- **INSTRUCTIONS FOR THE TASK**
Scan the data for "double" and copy each matching line.

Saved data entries
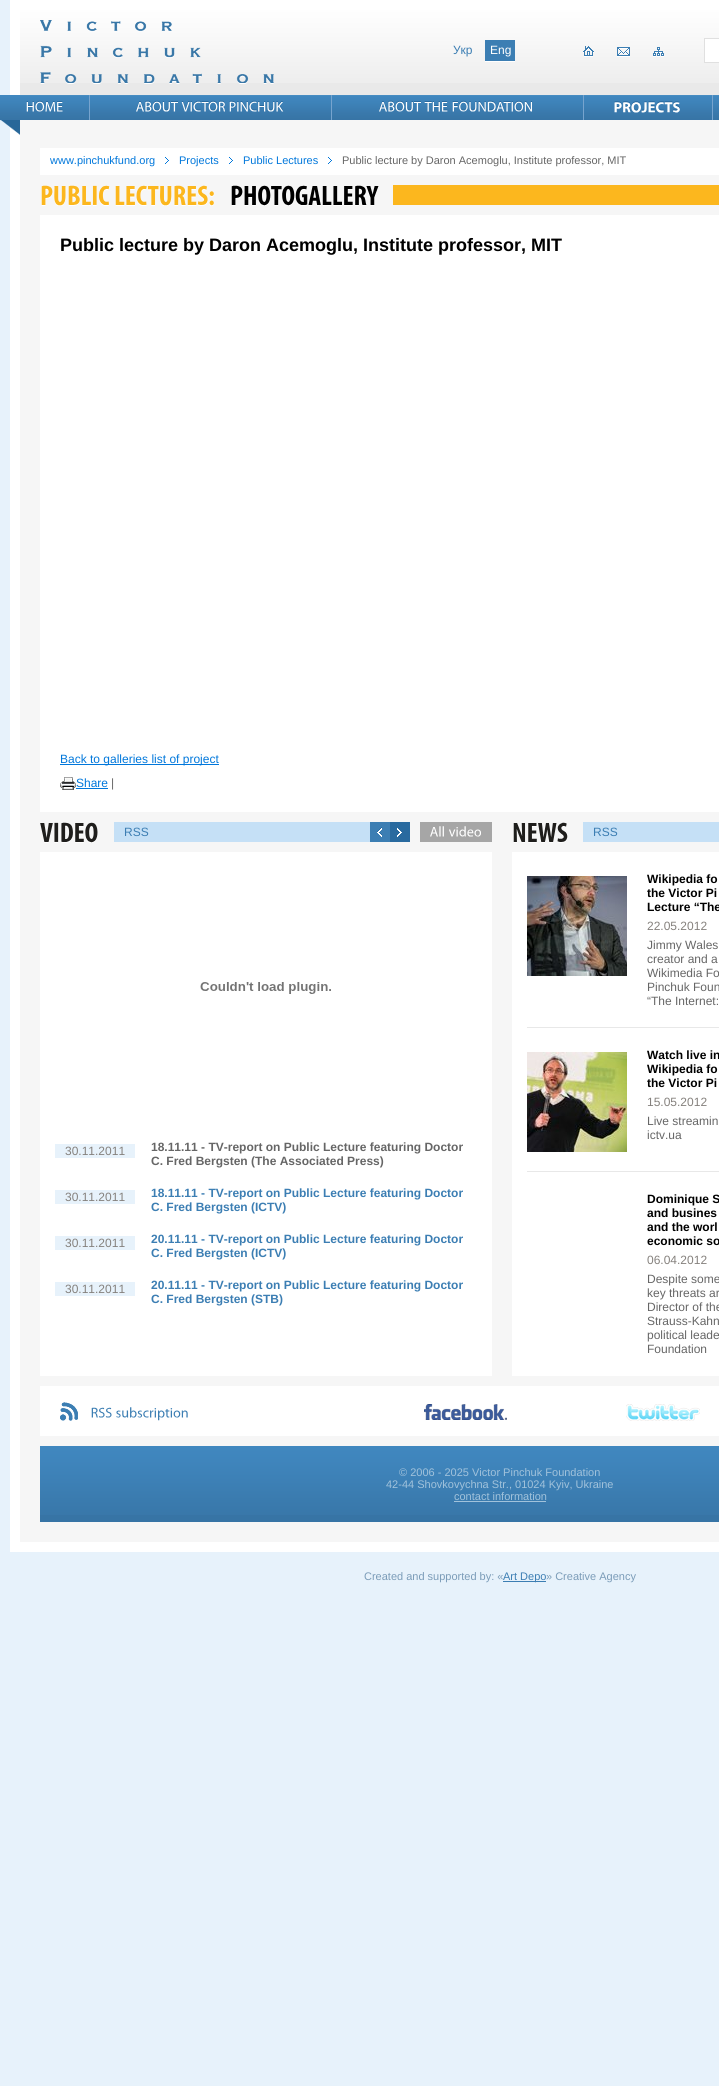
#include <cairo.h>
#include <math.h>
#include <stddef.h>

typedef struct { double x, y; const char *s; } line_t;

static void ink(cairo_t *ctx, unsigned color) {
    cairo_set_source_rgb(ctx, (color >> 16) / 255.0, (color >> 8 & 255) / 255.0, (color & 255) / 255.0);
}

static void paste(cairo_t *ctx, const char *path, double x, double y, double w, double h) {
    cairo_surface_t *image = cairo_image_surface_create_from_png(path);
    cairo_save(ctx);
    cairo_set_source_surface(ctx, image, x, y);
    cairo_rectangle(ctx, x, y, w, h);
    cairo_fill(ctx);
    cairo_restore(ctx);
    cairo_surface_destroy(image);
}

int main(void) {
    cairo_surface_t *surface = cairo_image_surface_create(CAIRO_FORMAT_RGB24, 719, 2086);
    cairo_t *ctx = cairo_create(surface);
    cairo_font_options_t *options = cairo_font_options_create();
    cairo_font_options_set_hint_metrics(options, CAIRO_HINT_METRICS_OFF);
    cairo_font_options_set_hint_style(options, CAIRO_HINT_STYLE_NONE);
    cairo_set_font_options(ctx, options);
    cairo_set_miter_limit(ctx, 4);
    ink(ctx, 0xE7F2FB);
    cairo_paint(ctx);
    ink(ctx, 0xF6F6F6);
    cairo_rectangle(ctx, 20, 95, 699, 1447);
    cairo_fill(ctx);
    cairo_rectangle(ctx, 15, 5, 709, 1542);
    ink(ctx, 0xFFFFFF);
    cairo_set_line_width(ctx, 10);
    cairo_stroke(ctx);
    ink(ctx, 0xE9E9E9);
    cairo_rectangle(ctx, 20, 83, 699, 12);
    cairo_fill(ctx);
    paste(ctx, "media/1.png", 20, 10, 699, 73);
    paste(ctx, "media/2.png", 40, 20, 234, 64);
    cairo_select_font_face(ctx, "Liberation Sans", CAIRO_FONT_SLANT_NORMAL, CAIRO_FONT_WEIGHT_NORMAL);
    cairo_set_font_size(ctx, 12);
    ink(ctx, 0x3C7EB3);
    cairo_move_to(ctx, 453, 54);
    cairo_show_text(ctx, "Укр");
    cairo_rectangle(ctx, 485, 40, 30, 21);
    cairo_fill(ctx);
    ink(ctx, 0xFFFFFF);
    cairo_rectangle(ctx, 485, 61, 30, 1);
    cairo_fill(ctx);
    cairo_move_to(ctx, 490, 54);
    cairo_show_text(ctx, "Eng");
    paste(ctx, "media/3.png", 583, 46, 11, 11);
    paste(ctx, "media/4.png", 617, 47, 13, 10);
    paste(ctx, "media/5.png", 653, 47, 11, 10);
    cairo_rectangle(ctx, 704.5, 38.5, 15, 24);
    cairo_fill_preserve(ctx);
    ink(ctx, 0xE0E0E0);
    cairo_set_line_width(ctx, 1);
    cairo_stroke(ctx);
    paste(ctx, "media/6.png", 0, 95, 20, 40);
    paste(ctx, "media/7.png", 0, 95, 719, 25);
    paste(ctx, "media/8.png", 26, 100, 37, 12);
    paste(ctx, "media/9.png", 89, 95, 1, 25);
    paste(ctx, "media/10.png", 136, 100, 42, 12);
    paste(ctx, "media/11.png", 181, 100, 44, 12);
    paste(ctx, "media/12.png", 229, 100, 55, 12);
    paste(ctx, "media/9.png", 331, 95, 1, 25);
    paste(ctx, "media/10.png", 379, 100, 42, 12);
    paste(ctx, "media/13.png", 424, 101, 24, 11);
    paste(ctx, "media/14.png", 452, 100, 80, 12);
    paste(ctx, "media/9.png", 583, 95, 1, 25);
    paste(ctx, "media/15.png", 614, 101, 66, 12);
    paste(ctx, "media/9.png", 712, 95, 1, 25);
    ink(ctx, 0xFFFFFF);
    cairo_rectangle(ctx, 40, 148, 679, 27);
    cairo_fill(ctx);
    cairo_set_font_size(ctx, 11);
    ink(ctx, 0x0077DB);
    cairo_move_to(ctx, 50, 164);
    cairo_show_text(ctx, "www.pinchukfund.org");
    paste(ctx, "media/16.png", 165, 157, 4, 7);
    cairo_move_to(ctx, 179, 164);
    cairo_show_text(ctx, "Projects");
    paste(ctx, "media/16.png", 229, 157, 4, 7);
    cairo_move_to(ctx, 243, 164);
    cairo_show_text(ctx, "Public Lectures");
    paste(ctx, "media/16.png", 328, 157, 4, 7);
    ink(ctx, 0x666666);
    cairo_move_to(ctx, 342, 164);
    cairo_show_text(ctx, "Public lecture by Daron Acemoglu, Institute professor, MIT");
    ink(ctx, 0xFFFFFF);
    cairo_rectangle(ctx, 40, 215, 679, 597);
    cairo_fill(ctx);
    ink(ctx, 0xFCB71E);
    cairo_rectangle(ctx, 393, 185, 326, 20);
    cairo_fill(ctx);
    paste(ctx, "media/17.png", 41, 185, 69, 21);
    paste(ctx, "media/18.png", 115, 185, 99, 21);
    paste(ctx, "media/19.png", 231, 185, 148, 21);
    cairo_select_font_face(ctx, "Liberation Sans", CAIRO_FONT_SLANT_NORMAL, CAIRO_FONT_WEIGHT_BOLD);
    cairo_set_font_size(ctx, 18);
    ink(ctx, 0x000000);
    cairo_move_to(ctx, 60, 251);
    cairo_show_text(ctx, "Public lecture by Daron Acemoglu, Institute professor, MIT");
    ink(ctx, 0x0077DB);
    cairo_rectangle(ctx, 60, 764, 159, 1);
    cairo_fill(ctx);
    cairo_select_font_face(ctx, "Liberation Sans", CAIRO_FONT_SLANT_NORMAL, CAIRO_FONT_WEIGHT_NORMAL);
    cairo_set_font_size(ctx, 12);
    cairo_move_to(ctx, 60, 763);
    cairo_show_text(ctx, "Back to galleries list of project");
    paste(ctx, "media/20.png", 60, 777, 16, 13);
    cairo_move_to(ctx, 76, 787);
    cairo_show_text(ctx, "Share");
    cairo_rectangle(ctx, 76, 788, 32, 1);
    cairo_fill(ctx);
    ink(ctx, 0x666666);
    cairo_move_to(ctx, 111, 787);
    cairo_show_text(ctx, "|");
    ink(ctx, 0xFFFFFF);
    cairo_rectangle(ctx, 40, 852, 452, 524);
    cairo_fill(ctx);
    ink(ctx, 0xC5E0F6);
    cairo_rectangle(ctx, 114, 822, 256, 20);
    cairo_fill(ctx);
    paste(ctx, "media/21.png", 40, 822, 58, 21);
    ink(ctx, 0x3C7EB3);
    cairo_move_to(ctx, 124, 836);
    cairo_show_text(ctx, "RSS");
    paste(ctx, "media/22.png", 370, 822, 20, 20);
    paste(ctx, "media/23.png", 390, 822, 20, 20);
    ink(ctx, 0xA6A6A6);
    cairo_rectangle(ctx, 420, 822, 72, 20);
    cairo_fill(ctx);
    paste(ctx, "media/24.png", 430, 826, 14, 11);
    paste(ctx, "media/25.png", 449, 826, 32, 11);
    paste(ctx, "media/26.png", 200, 982, 131, 12);
    ink(ctx, 0xE7F2FB);
    cairo_rectangle(ctx, 55, 1144, 80, 14);
    cairo_fill(ctx);
    ink(ctx, 0x85817D);
    cairo_move_to(ctx, 65, 1155);
    cairo_show_text(ctx, "30.11.2011");
    cairo_select_font_face(ctx, "Liberation Sans", CAIRO_FONT_SLANT_NORMAL, CAIRO_FONT_WEIGHT_BOLD);
    ink(ctx, 0x666666);
    cairo_move_to(ctx, 151, 1151);
    cairo_show_text(ctx, "18.11.11 - TV-report on Public Lecture featuring Doctor");
    cairo_move_to(ctx, 151, 1165);
    cairo_show_text(ctx, "C. Fred Bergsten (The Associated Press)");
    ink(ctx, 0xE7F2FB);
    cairo_rectangle(ctx, 55, 1190, 80, 14);
    cairo_fill(ctx);
    cairo_select_font_face(ctx, "Liberation Sans", CAIRO_FONT_SLANT_NORMAL, CAIRO_FONT_WEIGHT_NORMAL);
    ink(ctx, 0x85817D);
    cairo_move_to(ctx, 65, 1201);
    cairo_show_text(ctx, "30.11.2011");
    cairo_select_font_face(ctx, "Liberation Sans", CAIRO_FONT_SLANT_NORMAL, CAIRO_FONT_WEIGHT_BOLD);
    ink(ctx, 0x3C7EB3);
    cairo_move_to(ctx, 151, 1197);
    cairo_show_text(ctx, "18.11.11 - TV-report on Public Lecture featuring Doctor");
    cairo_move_to(ctx, 151, 1211);
    cairo_show_text(ctx, "C. Fred Bergsten (ICTV)");
    ink(ctx, 0xE7F2FB);
    cairo_rectangle(ctx, 55, 1236, 80, 14);
    cairo_fill(ctx);
    cairo_select_font_face(ctx, "Liberation Sans", CAIRO_FONT_SLANT_NORMAL, CAIRO_FONT_WEIGHT_NORMAL);
    ink(ctx, 0x85817D);
    cairo_move_to(ctx, 65, 1247);
    cairo_show_text(ctx, "30.11.2011");
    cairo_select_font_face(ctx, "Liberation Sans", CAIRO_FONT_SLANT_NORMAL, CAIRO_FONT_WEIGHT_BOLD);
    ink(ctx, 0x3C7EB3);
    cairo_move_to(ctx, 151, 1243);
    cairo_show_text(ctx, "20.11.11 - TV-report on Public Lecture featuring Doctor");
    cairo_move_to(ctx, 151, 1257);
    cairo_show_text(ctx, "C. Fred Bergsten (ICTV)");
    ink(ctx, 0xE7F2FB);
    cairo_rectangle(ctx, 55, 1282, 80, 14);
    cairo_fill(ctx);
    cairo_select_font_face(ctx, "Liberation Sans", CAIRO_FONT_SLANT_NORMAL, CAIRO_FONT_WEIGHT_NORMAL);
    ink(ctx, 0x85817D);
    cairo_move_to(ctx, 65, 1293);
    cairo_show_text(ctx, "30.11.2011");
    cairo_select_font_face(ctx, "Liberation Sans", CAIRO_FONT_SLANT_NORMAL, CAIRO_FONT_WEIGHT_BOLD);
    ink(ctx, 0x3C7EB3);
    cairo_move_to(ctx, 151, 1289);
    cairo_show_text(ctx, "20.11.11 - TV-report on Public Lecture featuring Doctor");
    cairo_move_to(ctx, 151, 1303);
    cairo_show_text(ctx, "C. Fred Bergsten (STB)");
    ink(ctx, 0xFFFFFF);
    cairo_rectangle(ctx, 512, 852, 207, 524);
    cairo_fill(ctx);
    ink(ctx, 0xC5E0F6);
    cairo_rectangle(ctx, 583, 822, 136, 20);
    cairo_fill(ctx);
    paste(ctx, "media/27.png", 513, 822, 55, 21);
    cairo_select_font_face(ctx, "Liberation Sans", CAIRO_FONT_SLANT_NORMAL, CAIRO_FONT_WEIGHT_NORMAL);
    ink(ctx, 0x3C7EB3);
    cairo_move_to(ctx, 593, 836);
    cairo_show_text(ctx, "RSS");
    paste(ctx, "media/28.png", 527, 876, 100, 100);
    cairo_select_font_face(ctx, "Liberation Sans", CAIRO_FONT_SLANT_NORMAL, CAIRO_FONT_WEIGHT_BOLD);
    ink(ctx, 0x000000);
    {
        static const line_t items[] = {
            {647, 883, "Wikipedia fo"},
            {647, 897, "the Victor Pi"},
            {647, 911, "Lecture “The"},
        };
        for (size_t i = 0; i < sizeof items / sizeof *items; i++) {
            cairo_move_to(ctx, items[i].x, items[i].y);
            cairo_show_text(ctx, items[i].s);
        }
    }
    cairo_select_font_face(ctx, "Liberation Sans", CAIRO_FONT_SLANT_NORMAL, CAIRO_FONT_WEIGHT_NORMAL);
    ink(ctx, 0x85817D);
    cairo_move_to(ctx, 647, 930);
    cairo_show_text(ctx, "22.05.2012");
    ink(ctx, 0x666666);
    {
        static const line_t items[] = {
            {647, 949, "Jimmy Wales"},
            {647, 963, "creator and a"},
            {647, 977, "Wikimedia Fo"},
            {647, 991, "Pinchuk Foun"},
            {647, 1005, "“The Internet:"},
        };
        for (size_t i = 0; i < sizeof items / sizeof *items; i++) {
            cairo_move_to(ctx, items[i].x, items[i].y);
            cairo_show_text(ctx, items[i].s);
        }
    }
    ink(ctx, 0xE8E8E8);
    cairo_rectangle(ctx, 527, 1027, 192, 1);
    cairo_fill(ctx);
    paste(ctx, "media/29.png", 527, 1052, 100, 100);
    cairo_select_font_face(ctx, "Liberation Sans", CAIRO_FONT_SLANT_NORMAL, CAIRO_FONT_WEIGHT_BOLD);
    ink(ctx, 0x000000);
    {
        static const line_t items[] = {
            {647, 1059, "Watch live in"},
            {647, 1073, "Wikipedia fo"},
            {647, 1087, "the Victor Pi"},
        };
        for (size_t i = 0; i < sizeof items / sizeof *items; i++) {
            cairo_move_to(ctx, items[i].x, items[i].y);
            cairo_show_text(ctx, items[i].s);
        }
    }
    cairo_select_font_face(ctx, "Liberation Sans", CAIRO_FONT_SLANT_NORMAL, CAIRO_FONT_WEIGHT_NORMAL);
    ink(ctx, 0x85817D);
    cairo_move_to(ctx, 647, 1106);
    cairo_show_text(ctx, "15.05.2012");
    ink(ctx, 0x666666);
    cairo_move_to(ctx, 647, 1125);
    cairo_show_text(ctx, "Live streamin");
    cairo_move_to(ctx, 647, 1139);
    cairo_show_text(ctx, "ictv.ua");
    ink(ctx, 0xE8E8E8);
    cairo_rectangle(ctx, 527, 1171, 192, 1);
    cairo_fill(ctx);
    cairo_select_font_face(ctx, "Liberation Sans", CAIRO_FONT_SLANT_NORMAL, CAIRO_FONT_WEIGHT_BOLD);
    ink(ctx, 0x000000);
    {
        static const line_t items[] = {
            {647, 1203, "Dominique S"},
            {647, 1217, "and busines"},
            {647, 1231, "and the worl"},
            {647, 1245, "economic so"},
        };
        for (size_t i = 0; i < sizeof items / sizeof *items; i++) {
            cairo_move_to(ctx, items[i].x, items[i].y);
            cairo_show_text(ctx, items[i].s);
        }
    }
    cairo_select_font_face(ctx, "Liberation Sans", CAIRO_FONT_SLANT_NORMAL, CAIRO_FONT_WEIGHT_NORMAL);
    ink(ctx, 0x85817D);
    cairo_move_to(ctx, 647, 1264);
    cairo_show_text(ctx, "06.04.2012");
    ink(ctx, 0x666666);
    {
        static const line_t items[] = {
            {647, 1283, "Despite some"},
            {647, 1297, "key threats ar"},
            {647, 1311, "Director of the"},
            {647, 1325, "Strauss-Kahn"},
            {647, 1339, "political leade"},
            {647, 1353, "Foundation"},
        };
        for (size_t i = 0; i < sizeof items / sizeof *items; i++) {
            cairo_move_to(ctx, items[i].x, items[i].y);
            cairo_show_text(ctx, items[i].s);
        }
    }
    ink(ctx, 0xFFFFFF);
    cairo_rectangle(ctx, 40, 1386, 679, 50);
    cairo_fill(ctx);
    paste(ctx, "media/30.png", 60, 1402, 18, 19);
    paste(ctx, "media/31.png", 91, 1407, 21, 11);
    paste(ctx, "media/32.png", 116, 1407, 72, 14);
    paste(ctx, "media/33.png", 424, 1404, 83, 16);
    paste(ctx, "media/34.png", 626, 1404, 74, 17);
    ink(ctx, 0x3774A5);
    cairo_rectangle(ctx, 40, 1515, 679, 7);
    cairo_fill(ctx);
    paste(ctx, "media/35.png", 40, 1446, 679, 69);
    cairo_set_font_size(ctx, 11);
    ink(ctx, 0xA1C2DB);
    {
        static const line_t items[] = {
            {399, 1476, "© 2006 - 2025 Victor Pinchuk Foundation"},
            {386, 1488, "42-44 Shovkovychna Str., 01024 Kyiv, Ukraine"},
            {454, 1500, "contact information"},
        };
        for (size_t i = 0; i < sizeof items / sizeof *items; i++) {
            cairo_move_to(ctx, items[i].x, items[i].y);
            cairo_show_text(ctx, items[i].s);
        }
    }
    cairo_rectangle(ctx, 454, 1501, 92, 1);
    cairo_fill(ctx);
    ink(ctx, 0x7B9CB8);
    cairo_move_to(ctx, 364, 1580);
    cairo_show_text(ctx, "Created and supported by: «");
    ink(ctx, 0x3C7EB3);
    cairo_rectangle(ctx, 503, 1581, 43, 1);
    cairo_fill(ctx);
    cairo_move_to(ctx, 503, 1580);
    cairo_show_text(ctx, "Art Depo");
    ink(ctx, 0x7B9CB8);
    cairo_move_to(ctx, 546, 1580);
    cairo_show_text(ctx, "» Creative Agency");
    cairo_surface_write_to_png(surface, "image.png");
    cairo_font_options_destroy(options);
    cairo_destroy(ctx);
    cairo_surface_destroy(surface);
    return 0;
}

- **THE COMPLETED TASK**
typedef struct { double x, y; const char *s; } line_t;
static void paste(cairo_t *ctx, const char *path, double x, double y, double w, double h) {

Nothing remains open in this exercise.